The House recently voted 216-192 to bar the president from using “deferred action” to enact administrative Amnesty. [Republicans Vote to End DACA After Tense Floor Debate (Video), by Emma Dumain, Roll Call, August 1, 2014] This was an important symbol. The Senate will not pass the bill, and even if they did, President Obama would veto it. Nonetheless, it forced Congressmen to put themselves on record in an election year: did they support administrative Amnesty or not?
With the exception of four people, all the Democrats said they did.
The four dissenters —John Barrow (GA), Mike McIntyre (NC), Collin Peterson (MN), and Nick Rahall (WV)—are among the most vulnerable Democratic incumbents. [Exclusive: GOP Targets Seven House Democrats It Calls Vulnerable, by Alex Roarty, National Journal, January 16, 2013] Indeed, facing tough polls, McIntyre has already announced his resignation.
Take another example. Every single Democrat in the Senate, including “moderates” like Jon Tester of Montana, voted in favor of the Gang of Eight’s Amnesty/ Immigration Surge last year.
This situation is a dramatic departure from the progressive past. Liberal Democrats like Gaylord Nelson and Eugene McCarthy were consistent proponents of immigration control. And more Democrats than Republicans voted against the 1965 Immigration Act and the 1986 Amnesty.
Of course, there are caveats. The South, which was still overwhelmingly Democratic at the time, provided almost all of the opposition to the 1965 Immigration Act. Furthermore, some of the Democrats who voted against the 1986 Amnesty, such as Ted Kennedy, justified their vote because they opposed the enforcement provisions (which as we know were ignored anyway).
But that said, Democratic politicians were just as likely, if not more likely, to support immigration control until the 1990s—when the issue reemerged as part of the culture war. After California’s Proposition 187, Republicans became the relatively restrictionist party.
Despite this, Democrats such as Texas’ Rep. Barbara Jordan helped lead the fight for patriotic immigration reform in the 1990s.
9/11 was one of the factors that changed the immigration conversation.

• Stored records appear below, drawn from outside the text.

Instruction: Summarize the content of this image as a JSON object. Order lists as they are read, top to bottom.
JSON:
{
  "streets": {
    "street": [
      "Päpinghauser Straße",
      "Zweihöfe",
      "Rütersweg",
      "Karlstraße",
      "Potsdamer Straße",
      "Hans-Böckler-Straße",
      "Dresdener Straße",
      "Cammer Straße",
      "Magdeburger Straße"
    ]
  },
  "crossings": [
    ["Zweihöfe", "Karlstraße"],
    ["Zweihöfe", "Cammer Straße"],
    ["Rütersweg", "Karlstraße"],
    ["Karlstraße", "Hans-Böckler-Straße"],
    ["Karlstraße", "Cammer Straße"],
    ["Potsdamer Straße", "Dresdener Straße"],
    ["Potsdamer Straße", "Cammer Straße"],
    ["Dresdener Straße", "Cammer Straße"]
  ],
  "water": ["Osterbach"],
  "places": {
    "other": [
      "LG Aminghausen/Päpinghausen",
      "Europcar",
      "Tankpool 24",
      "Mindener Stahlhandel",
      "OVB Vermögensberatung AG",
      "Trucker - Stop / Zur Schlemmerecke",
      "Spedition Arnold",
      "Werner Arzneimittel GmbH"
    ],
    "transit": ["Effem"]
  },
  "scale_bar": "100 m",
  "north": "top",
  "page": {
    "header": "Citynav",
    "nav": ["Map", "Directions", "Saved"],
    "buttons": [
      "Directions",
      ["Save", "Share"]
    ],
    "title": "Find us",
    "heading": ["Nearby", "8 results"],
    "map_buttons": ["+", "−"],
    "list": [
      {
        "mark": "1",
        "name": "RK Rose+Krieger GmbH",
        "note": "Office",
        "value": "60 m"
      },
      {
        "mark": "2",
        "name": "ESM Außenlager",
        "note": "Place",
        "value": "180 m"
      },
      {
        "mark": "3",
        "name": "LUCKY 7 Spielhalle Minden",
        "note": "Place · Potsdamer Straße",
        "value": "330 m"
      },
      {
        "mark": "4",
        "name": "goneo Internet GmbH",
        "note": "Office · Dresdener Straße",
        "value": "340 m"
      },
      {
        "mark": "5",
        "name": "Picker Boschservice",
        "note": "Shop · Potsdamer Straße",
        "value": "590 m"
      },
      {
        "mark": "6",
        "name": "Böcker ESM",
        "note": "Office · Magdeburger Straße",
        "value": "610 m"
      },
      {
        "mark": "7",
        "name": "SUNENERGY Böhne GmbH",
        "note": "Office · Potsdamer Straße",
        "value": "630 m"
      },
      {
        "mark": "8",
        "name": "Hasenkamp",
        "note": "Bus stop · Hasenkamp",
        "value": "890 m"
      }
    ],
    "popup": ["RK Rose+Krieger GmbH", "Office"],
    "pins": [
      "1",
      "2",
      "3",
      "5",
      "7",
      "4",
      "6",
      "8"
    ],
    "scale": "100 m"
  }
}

As immigration patriots focused more on the national security implications of immigration rather than income inequality and sustainable population growth, the issue became more closely identified with the Republicans.
By the time immigration became a major issue during Bush’s second term, Jordan had died, Clinton and Feinstein endorsed Amnesty, and Harry Reid called his past immigration patriotism the “biggest mistake I ever made.” [An immigration push Reid regrets, by Jon Ralston, Las Vegas Sun, July 21, 2010]
Still, even into the 21st century some Democrats still moderately opposed mass immigration.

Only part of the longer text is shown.